• **EXERCISE DESCRIPTION**
The output must reproduce each line of the data word for word.

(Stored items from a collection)
# # # #

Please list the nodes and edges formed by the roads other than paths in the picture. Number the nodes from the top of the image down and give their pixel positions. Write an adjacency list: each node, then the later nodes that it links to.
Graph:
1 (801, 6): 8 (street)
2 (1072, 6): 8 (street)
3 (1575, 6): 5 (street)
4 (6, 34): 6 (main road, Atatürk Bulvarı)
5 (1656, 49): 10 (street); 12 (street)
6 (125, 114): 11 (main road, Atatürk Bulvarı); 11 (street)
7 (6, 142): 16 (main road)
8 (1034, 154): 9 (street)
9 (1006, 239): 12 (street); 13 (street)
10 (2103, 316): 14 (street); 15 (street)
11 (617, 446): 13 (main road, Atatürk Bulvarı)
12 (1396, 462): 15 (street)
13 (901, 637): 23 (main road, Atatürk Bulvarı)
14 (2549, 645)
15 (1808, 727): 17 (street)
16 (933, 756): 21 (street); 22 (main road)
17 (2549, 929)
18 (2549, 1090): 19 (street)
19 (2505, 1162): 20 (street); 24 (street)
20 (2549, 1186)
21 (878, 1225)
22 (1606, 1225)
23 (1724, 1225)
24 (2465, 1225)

# # # #

• **COMPLETED TASK**
Please list the nodes and edges formed by the roads other than paths in the picture. Number the nodes from the top of the image down and give their pixel positions. Write an adjacency list: each node, then the later nodes that it links to.
Graph:
1 (801, 6): 8 (street)
2 (1072, 6): 8 (street)
3 (1575, 6): 5 (street)
4 (6, 34): 6 (main road, Atatürk Bulvarı)
5 (1656, 49): 10 (street); 12 (street)
6 (125, 114): 11 (main road, Atatürk Bulvarı); 11 (street)
7 (6, 142): 16 (main road)
8 (1034, 154): 9 (street)
9 (1006, 239): 12 (street); 13 (street)
10 (2103, 316): 14 (street); 15 (street)
11 (617, 446): 13 (main road, Atatürk Bulvarı)
12 (1396, 462): 15 (street)
13 (901, 637): 23 (main road, Atatürk Bulvarı)
14 (2549, 645)
15 (1808, 727): 17 (street)
16 (933, 756): 21 (street); 22 (main road)
17 (2549, 929)
18 (2549, 1090): 19 (street)
19 (2505, 1162): 20 (street); 24 (street)
20 (2549, 1186)
21 (878, 1225)
22 (1606, 1225)
23 (1724, 1225)
24 (2465, 1225)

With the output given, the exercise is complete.